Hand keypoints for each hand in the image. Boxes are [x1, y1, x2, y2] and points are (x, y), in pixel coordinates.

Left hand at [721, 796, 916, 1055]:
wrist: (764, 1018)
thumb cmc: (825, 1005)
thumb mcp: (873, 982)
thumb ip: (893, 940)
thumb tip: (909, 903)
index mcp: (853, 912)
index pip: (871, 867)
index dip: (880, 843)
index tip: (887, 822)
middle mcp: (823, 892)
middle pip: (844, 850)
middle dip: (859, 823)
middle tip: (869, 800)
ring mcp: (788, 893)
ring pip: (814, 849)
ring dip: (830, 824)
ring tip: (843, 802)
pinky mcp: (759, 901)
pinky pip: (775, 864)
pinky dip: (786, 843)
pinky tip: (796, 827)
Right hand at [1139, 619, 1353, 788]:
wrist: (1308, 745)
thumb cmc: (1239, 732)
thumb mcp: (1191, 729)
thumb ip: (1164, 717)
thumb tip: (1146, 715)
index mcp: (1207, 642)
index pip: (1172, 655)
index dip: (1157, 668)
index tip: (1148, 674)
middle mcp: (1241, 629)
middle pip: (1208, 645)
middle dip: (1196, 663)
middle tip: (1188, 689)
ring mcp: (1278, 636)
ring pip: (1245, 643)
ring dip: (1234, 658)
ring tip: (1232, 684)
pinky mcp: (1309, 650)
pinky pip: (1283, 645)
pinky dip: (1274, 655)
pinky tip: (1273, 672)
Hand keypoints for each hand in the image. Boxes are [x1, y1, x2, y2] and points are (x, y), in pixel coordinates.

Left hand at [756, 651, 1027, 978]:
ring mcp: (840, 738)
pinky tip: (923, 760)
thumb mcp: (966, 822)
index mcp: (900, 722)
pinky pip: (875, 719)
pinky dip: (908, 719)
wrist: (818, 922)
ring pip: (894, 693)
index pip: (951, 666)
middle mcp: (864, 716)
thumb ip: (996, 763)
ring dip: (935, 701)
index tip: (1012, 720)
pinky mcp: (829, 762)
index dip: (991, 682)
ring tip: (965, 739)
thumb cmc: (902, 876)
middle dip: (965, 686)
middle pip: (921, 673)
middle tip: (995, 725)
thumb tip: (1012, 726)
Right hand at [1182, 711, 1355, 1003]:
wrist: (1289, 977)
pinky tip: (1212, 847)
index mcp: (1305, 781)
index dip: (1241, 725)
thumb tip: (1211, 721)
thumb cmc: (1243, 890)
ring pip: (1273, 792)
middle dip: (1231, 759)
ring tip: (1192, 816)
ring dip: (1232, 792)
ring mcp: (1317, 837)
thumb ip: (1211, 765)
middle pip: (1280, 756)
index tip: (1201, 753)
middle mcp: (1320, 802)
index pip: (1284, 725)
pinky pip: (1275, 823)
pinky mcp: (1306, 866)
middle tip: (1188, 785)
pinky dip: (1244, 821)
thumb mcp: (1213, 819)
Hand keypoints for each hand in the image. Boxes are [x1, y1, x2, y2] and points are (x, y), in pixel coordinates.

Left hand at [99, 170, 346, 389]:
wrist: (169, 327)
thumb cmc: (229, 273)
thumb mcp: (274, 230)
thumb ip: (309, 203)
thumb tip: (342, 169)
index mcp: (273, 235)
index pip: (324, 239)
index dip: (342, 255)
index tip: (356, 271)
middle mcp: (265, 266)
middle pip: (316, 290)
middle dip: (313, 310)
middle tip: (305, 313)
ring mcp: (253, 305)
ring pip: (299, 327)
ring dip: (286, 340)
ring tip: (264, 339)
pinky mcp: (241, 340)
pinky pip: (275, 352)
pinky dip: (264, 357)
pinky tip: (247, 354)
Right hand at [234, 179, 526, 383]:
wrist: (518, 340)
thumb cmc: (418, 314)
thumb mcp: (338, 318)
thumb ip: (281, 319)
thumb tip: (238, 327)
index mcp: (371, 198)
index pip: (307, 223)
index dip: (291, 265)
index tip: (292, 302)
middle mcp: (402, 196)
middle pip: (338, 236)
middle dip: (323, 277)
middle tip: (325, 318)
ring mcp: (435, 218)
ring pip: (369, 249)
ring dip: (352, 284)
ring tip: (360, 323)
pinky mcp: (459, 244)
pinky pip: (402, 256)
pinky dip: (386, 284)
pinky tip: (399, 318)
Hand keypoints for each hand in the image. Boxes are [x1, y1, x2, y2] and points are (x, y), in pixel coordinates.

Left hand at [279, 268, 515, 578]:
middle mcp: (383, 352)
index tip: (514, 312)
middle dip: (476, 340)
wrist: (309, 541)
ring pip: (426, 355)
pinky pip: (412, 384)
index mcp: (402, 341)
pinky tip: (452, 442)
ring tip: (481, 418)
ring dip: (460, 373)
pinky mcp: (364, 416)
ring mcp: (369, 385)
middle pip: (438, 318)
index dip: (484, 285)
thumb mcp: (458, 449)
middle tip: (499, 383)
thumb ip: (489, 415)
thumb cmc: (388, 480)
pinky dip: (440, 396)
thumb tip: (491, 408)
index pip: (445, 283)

(EXERCISE GOAL):
Write each line of the data above out again without altering a word.

(EXERCISE SOLUTION):
Hand keypoints for each hand in the image. Boxes are [x1, y1, x2, y2] and points are (x, y), in pixel coordinates.

Left hand at [721, 796, 916, 1055]:
wrist: (764, 1018)
thumb cmc: (825, 1005)
thumb mcp: (873, 982)
thumb ip: (893, 940)
thumb tip: (909, 903)
index mcp: (853, 912)
index pip: (871, 867)
index dip: (880, 843)
index tip: (887, 822)
middle mcp: (823, 892)
middle pip: (844, 850)
middle dip: (859, 823)
middle tip: (869, 800)
ring mcp: (788, 893)
ring pip: (814, 849)
ring dip: (830, 824)
ring tip: (843, 802)
pinky mcp: (759, 901)
pinky pip: (775, 864)
pinky dip: (786, 843)
pinky tip: (796, 827)
Right hand at [1139, 619, 1353, 788]:
wrist: (1308, 745)
thumb cmc: (1239, 732)
thumb mcp: (1191, 729)
thumb ip: (1164, 717)
thumb tip: (1146, 715)
index mcp: (1207, 642)
index pip: (1172, 655)
index dip: (1157, 668)
index tip: (1148, 674)
middle mcp: (1241, 629)
middle pip: (1208, 645)
middle dip: (1196, 663)
middle tip: (1188, 689)
ring mcp: (1278, 636)
ring pip: (1245, 643)
ring dip: (1234, 658)
ring tip: (1232, 684)
pinky mcp: (1309, 650)
pinky pip: (1283, 645)
pinky dip: (1274, 655)
pinky tip: (1273, 672)
Hand keypoints for each hand in the image. Boxes are [x1, y1, x2, y2] and points are (x, y), in pixel coordinates.

Left hand at [756, 651, 1027, 978]:
ring mcp: (840, 738)
pinky tip: (923, 760)
thumb mcp: (966, 822)
index mcp: (900, 722)
pinky pip: (875, 719)
pinky dip: (908, 719)
wrist: (818, 922)
ring pip: (894, 693)
index pip: (951, 666)
middle mcp: (864, 716)
thumb ip: (996, 763)
ring dip: (935, 701)
index tip: (1012, 720)
pinky mcp: (829, 762)
index dip: (991, 682)
ring tip: (965, 739)
thumb cmc: (902, 876)
middle dip: (965, 686)
middle pip: (921, 673)
middle tip: (995, 725)
thumb tip: (1012, 726)
Right hand at [1182, 711, 1355, 1003]:
wrist: (1289, 977)
pinky tip: (1212, 847)
index mcp: (1305, 781)
index dip: (1241, 725)
thumb tip: (1211, 721)
thumb cmc: (1243, 890)
ring pip: (1273, 792)
middle dip: (1231, 759)
ring tip: (1192, 816)
ring dip: (1232, 792)
ring mcp: (1317, 837)
thumb ip: (1211, 765)
middle pip: (1280, 756)
index tip: (1201, 753)
middle mcp: (1320, 802)
index pip: (1284, 725)
pinky pip: (1275, 823)
pinky mcp: (1306, 866)
middle tip: (1188, 785)
pinky dip: (1244, 821)
thumb mcp: (1213, 819)
Hand keypoints for each hand in the image. Boxes are [x1, y1, x2, y2] and points are (x, y), in pixel coordinates.

Left hand at [99, 170, 346, 389]:
wrist: (169, 327)
thumb cmc: (229, 273)
thumb mcp: (274, 230)
thumb ip: (309, 203)
thumb tip: (342, 169)
index mcp: (273, 235)
index pip: (324, 239)
index dip: (342, 255)
index tip: (356, 271)
middle mcp: (265, 266)
middle pip: (316, 290)
middle dip: (313, 310)
middle tip: (305, 313)
ring mcp: (253, 305)
ring pip: (299, 327)
ring dip: (286, 340)
ring tip: (264, 339)
pinky mcp: (241, 340)
pinky pip: (275, 352)
pinky dip: (264, 357)
pinky tip: (247, 354)
Right hand at [234, 179, 526, 383]:
wrist: (518, 340)
thumb cmc: (418, 314)
thumb mcp: (338, 318)
thumb ip: (281, 319)
thumb tip: (238, 327)
index mcp: (371, 198)
index pip: (307, 223)
index dip: (291, 265)
index tip: (292, 302)
middle mcp: (402, 196)
middle pip: (338, 236)
middle dip: (323, 277)
middle tip: (325, 318)
ring mcp: (435, 218)
ring pip: (369, 249)
ring dip: (352, 284)
ring tip: (360, 323)
pinky mcp: (459, 244)
pinky pip: (402, 256)
pinky dip: (386, 284)
pinky tip: (399, 318)
Hand keypoints for each hand in the image. Boxes are [x1, y1, x2, y2] and points are (x, y), in pixel coordinates.

Left hand at [279, 268, 515, 578]:
middle mcp: (383, 352)
index tip: (514, 312)
middle dip: (476, 340)
wrist: (309, 541)
ring pip: (426, 355)
pinky pip: (412, 384)
index mcp: (402, 341)
pinky tip: (452, 442)
ring tip: (481, 418)
ring dip: (460, 373)
pinky mcp: (364, 416)
ring mcp: (369, 385)
middle pip: (438, 318)
index dip: (484, 285)
thumb mcp: (458, 449)
middle tip: (499, 383)
thumb ip: (489, 415)
thumb cmc: (388, 480)
pinky dip: (440, 396)
thumb tip: (491, 408)
index pip: (445, 283)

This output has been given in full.